Disposizioni in materia di regolazione e vigilanza sui mercati e 
di funzionamento della Autorità Indipendenti preposte ai medesimi

AUDIZIONE DEL PRESIDENTE DELLA CONSOB  LAMBERTO CARDIA

Roma, 14 giugno 2007

 

Signor Presidente, Signori Senatori,

per prima cosa desidero ringraziarVi per aver voluto accogliere il contributo della Consob all’analisi e alla riflessione sul progetto legislativo recante “Disposizioni in materia di regolazione e vigilanza sui mercati e di funzionamento della Autorità Indipendenti preposte ai medesimi” (Atto Senato n. 1366).

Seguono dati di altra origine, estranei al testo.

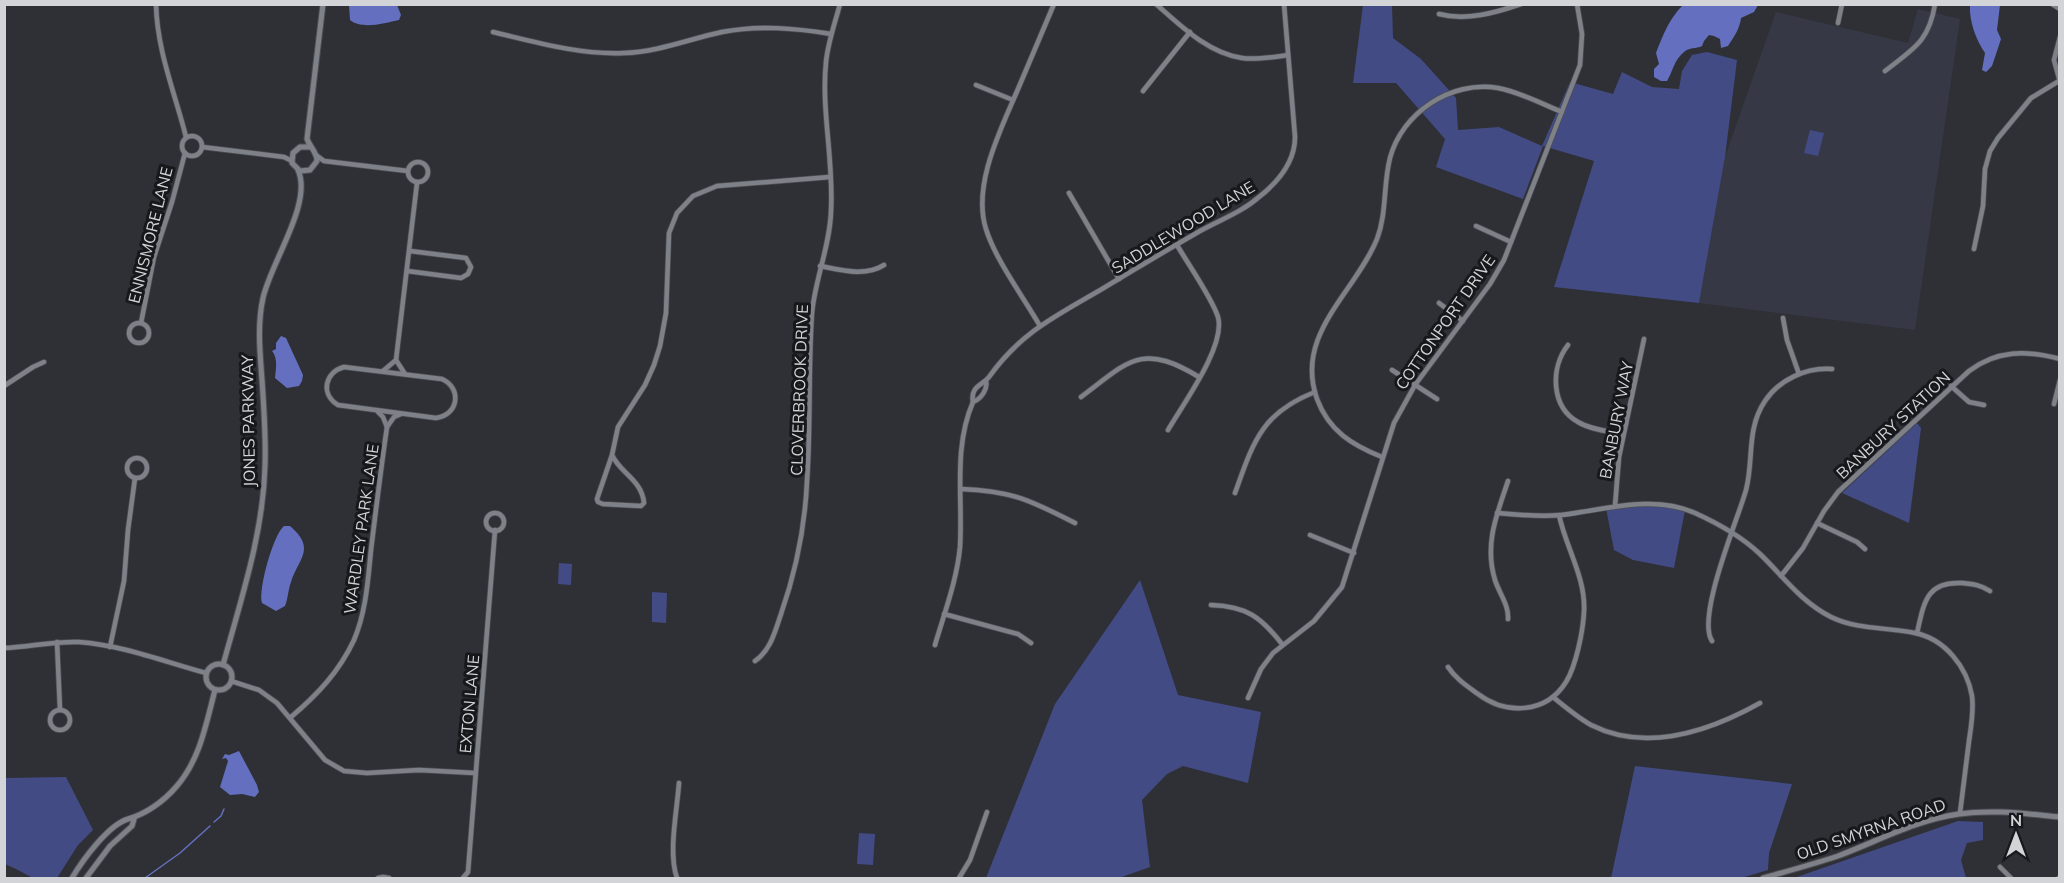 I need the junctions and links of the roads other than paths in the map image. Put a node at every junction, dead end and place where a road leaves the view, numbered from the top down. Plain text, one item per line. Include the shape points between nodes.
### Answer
1 (156, 4) edge
2 (323, 4) edge
3 (840, 4) edge
4 (1054, 4) edge
5 (1156, 4) edge
6 (1284, 4) edge
7 (1521, 4) edge
8 (1577, 4) edge
9 (1842, 4) edge
10 (1935, 4) edge
11 (2052, 4) edge
12 (2060, 9) edge
13 (1439, 14) dead end
14 (1838, 23) dead end
15 (493, 32) dead end
16 (1190, 32) junction
17 (831, 34) junction
18 (2060, 37) edge
19 (1288, 55) junction
20 (1885, 71) dead end
21 (2059, 81) edge
22 (976, 85) dead end
23 (1143, 91) dead end
24 (1013, 100) junction
25 (1562, 112) junction
26 (186, 137) junction
27 (307, 139) junction
28 (202, 147) junction
29 (300, 147) junction
30 (310, 147) junction
31 (185, 153) junction
32 (293, 153) junction
33 (316, 155) junction
34 (284, 157) junction
35 (292, 161) junction
36 (324, 161) junction
37 (315, 165) junction
38 (298, 170) junction
39 (307, 171) junction
40 (408, 171) junction
41 (830, 177) junction
42 (302, 179) junction
43 (417, 183) junction
44 (1069, 193) dead end
45 (1476, 226) dead end
46 (1511, 242) junction
47 (1177, 245) junction
48 (1974, 249) dead end
49 (410, 250) junction
50 (884, 265) dead end
51 (820, 266) junction
52 (407, 271) junction
53 (1119, 279) junction
54 (1438, 303) dead end
55 (1783, 318) dead end
56 (1463, 321) junction
57 (141, 323) junction
58 (1040, 326) junction
59 (1644, 339) dead end
60 (1568, 345) dead end
61 (2060, 359) edge
62 (396, 360) junction
63 (44, 362) dead end
64 (1833, 369) dead end
65 (1392, 370) dead end
66 (383, 371) junction
67 (405, 374) junction
68 (1799, 374) junction
69 (1199, 377) junction
70 (2060, 380) edge
71 (1415, 385) junction
72 (4, 386) edge
73 (1951, 386) junction
74 (1315, 392) junction
75 (1081, 397) dead end
76 (1437, 399) dead end
77 (2054, 404) dead end
78 (1984, 405) dead end
79 (376, 411) junction
80 (401, 414) junction
81 (387, 427) junction
82 (1168, 429) dead end
83 (1623, 434) junction
84 (612, 454) junction
85 (1382, 457) junction
86 (135, 478) junction
87 (1508, 481) dead end
88 (961, 489) junction
89 (1234, 493) dead end
90 (1615, 507) junction
91 (1497, 513) junction
92 (1559, 515) junction
93 (1075, 523) dead end
94 (1817, 523) junction
95 (495, 530) dead end
96 (1731, 532) junction
97 (1310, 535) dead end
98 (1865, 549) dead end
99 (1354, 553) junction
100 (1781, 576) junction
101 (1990, 591) dead end
102 (1211, 604) dead end
103 (944, 614) junction
104 (1508, 619) dead end
105 (1917, 633) junction
106 (1712, 641) dead end
107 (57, 642) junction
108 (1031, 643) dead end
109 (1282, 644) junction
110 (935, 645) dead end
111 (110, 647) junction
112 (4, 648) edge
113 (755, 660) dead end
114 (223, 665) junction
115 (1448, 667) dead end
116 (206, 673) junction
117 (231, 681) junction
118 (216, 690) junction
119 (1553, 697) junction
120 (1248, 698) dead end
121 (1760, 703) dead end
122 (60, 710) junction
123 (291, 717) junction
124 (476, 773) junction
125 (679, 783) dead end
126 (987, 812) dead end
127 (1960, 813) junction
128 (2060, 818) edge
129 (135, 819) junction
130 (2000, 867) dead end
131 (72, 879) edge
132 (86, 879) edge
133 (378, 879) edge
134 (389, 879) edge
135 (464, 879) edge
136 (470, 879) edge
137 (677, 879) edge
138 (959, 879) edge
139 (1763, 879) edge
140 (2011, 879) edge

1 - 26 street via 160,46
2 - 27 street
3 - 17 street, CLOVERBROOK DRIVE
4 - 24 street
5 - 16 street
6 - 19 street, SADDLEWOOD LANE
7 - 13 street via 1478,16
8 - 25 street, COTTONPORT DRIVE via 1581,58
9 - 14 street
10 - 20 street via 1924,38
11 - 12 street
15 - 17 street via 611,54 647,51 746,28
16 - 19 street via 1219,51 1241,58
16 - 23 street
17 - 41 street, CLOVERBROOK DRIVE via 825,79
18 - 21 street via 2054,59
19 - 47 street, SADDLEWOOD LANE via 1295,140 1286,168 1253,202
21 - 48 street via 2031,98 1990,152
22 - 24 street
24 - 58 street via 986,174 984,220 993,245
25 - 46 street, COTTONPORT DRIVE
25 - 74 street via 1504,90 1476,87 1436,100 1409,121 1390,156 1376,240 1316,343 1311,366
26 - 28 street via 197,136
26 - 31 street via 182,144
27 - 29 street
27 - 30 street
28 - 31 street via 196,155
28 - 34 street
29 - 30 street
29 - 32 street
30 - 33 street
31 - 57 street, ENNISMORE LANE via 154,257
32 - 34 street
32 - 35 street
33 - 36 street
33 - 37 street
34 - 35 street
35 - 38 street
36 - 37 street
36 - 40 street
37 - 39 street
38 - 39 street
38 - 42 street
39 - 42 street, JONES PARKWAY
40 - 43 street
40 - 43 street via 414,163 427,166 426,179
41 - 51 street, CLOVERBROOK DRIVE via 831,217
41 - 84 street via 720,185 684,204 669,233 666,313 657,357 644,387 618,427
42 - 114 street, JONES PARKWAY via 297,213 274,264 261,308 265,458 260,525
43 - 49 street
44 - 53 street
45 - 46 street
46 - 56 street, COTTONPORT DRIVE via 1490,284
47 - 53 street, SADDLEWOOD LANE
47 - 69 street via 1219,321 1217,343
49 - 52 street
49 - 52 street via 466,258 471,267 461,278
50 - 51 street via 863,272
51 - 113 street, CLOVERBROOK DRIVE via 812,314 807,481 800,540 789,590 768,650
52 - 62 street
53 - 58 street, SADDLEWOOD LANE
54 - 56 street
55 - 68 street
56 - 71 street, COTTONPORT DRIVE
57 - 57 street, ENNISMORE LANE via 129,331 131,340 137,343 149,335 148,328
58 - 88 street, SADDLEWOOD LANE via 1009,351 975,390 963,434
59 - 83 street, BANBURY WAY
60 - 83 street via 1556,378 1561,405 1580,423
61 - 73 street, BANBURY STATION via 2025,352 1998,356
62 - 66 street
62 - 67 street
63 - 72 street
64 - 68 street
65 - 71 street
66 - 67 street
66 - 79 street via 341,368 332,372 327,383 329,398 338,405
67 - 80 street via 445,380 453,387 456,400 452,410 441,417
68 - 96 street via 1774,390 1757,415 1748,483
69 - 75 street via 1170,361 1141,359 1123,366
69 - 82 street
70 - 77 street
71 - 76 street
71 - 85 street, COTTONPORT DRIVE
73 - 78 street via 1969,402
73 - 94 street, BANBURY STATION via 1847,483
74 - 85 street via 1325,416 1340,434
74 - 89 street via 1286,405 1271,419 1251,451
79 - 80 street
79 - 81 street, WARDLEY PARK LANE
80 - 81 street, WARDLEY PARK LANE
81 - 123 street, WARDLEY PARK LANE via 358,630 329,681
83 - 90 street, BANBURY WAY
84 - 84 street via 597,501 641,506 644,503 638,486
85 - 99 street, COTTONPORT DRIVE
86 - 86 street via 142,477 147,469 145,462 136,457 126,466 127,473
86 - 111 street via 124,581
87 - 91 street
88 - 93 street via 1018,496
88 - 103 street, SADDLEWOOD LANE via 960,550
90 - 92 street
90 - 96 street via 1649,504 1685,510
91 - 92 street
91 - 104 street via 1491,561
92 - 119 street via 1583,588 1584,609 1572,669
94 - 98 street
94 - 100 street, BANBURY STATION
95 - 124 street, EXTON LANE
96 - 100 street via 1755,549
96 - 106 street via 1708,627
97 - 99 street
99 - 109 street, COTTONPORT DRIVE via 1342,587 1321,615
100 - 105 street via 1807,602 1837,620
101 - 105 street via 1965,584 1939,585 1925,602
102 - 109 street via 1232,606 1252,614
103 - 108 street via 1018,634
103 - 110 street, SADDLEWOOD LANE
105 - 127 street via 1950,652 1963,669 1971,691 1972,716
107 - 111 street
107 - 112 street
107 - 122 street
109 - 120 street, COTTONPORT DRIVE via 1264,664
111 - 116 street
114 - 116 street via 211,667
114 - 117 street via 230,671
115 - 119 street via 1493,704 1525,708
116 - 118 street via 207,682
117 - 118 street via 225,689
117 - 123 street via 269,696
118 - 129 street via 187,774 169,794
119 - 121 street via 1600,729 1647,737 1700,730
122 - 122 street via 52,713 50,719 51,725 60,730 69,726 70,719 68,713
123 - 124 street via 325,760 344,771
124 - 135 street, EXTON LANE via 468,872
125 - 137 street via 673,865
126 - 138 street
127 - 128 street, OLD SMYRNA ROAD
127 - 139 street, OLD SMYRNA ROAD via 1923,822 1837,856
129 - 131 street via 115,827 95,844
129 - 132 street
130 - 140 street
133 - 134 street
135 - 136 street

Il disegno di legge, approvato dal Consiglio dei Ministri lo scorso 2 febbraio è l’ultimo di una serie di progetti che hanno affrontato il tema della riforma delle Autorità indipendenti1.

 

Le Autorità indipendenti sono infatti divenute una componente necessaria, seppur a volte dai tratti non ancora compiutamente definiti, dei sistemi istituzionali moderni.

La loro evoluzione è frutto dell’interazione di un complesso di fenomeni politici, istituzionali ed economici che trova oggi una ragione comune nel progressivo sviluppo e nella crescente globalizzazione dell’economia di mercato. 

In generale, nelle democrazie occidentali, le Autorità indipendenti hanno corrisposto all’esigenza di ripensare l’organizzazione dell’amministrazione statale nei rapporti ‘interni’ tra Stato e cittadini e successivamente nei  rapporti ‘esterni’ tra i singoli Paesi e tra essi e gli organismi sopranazionali.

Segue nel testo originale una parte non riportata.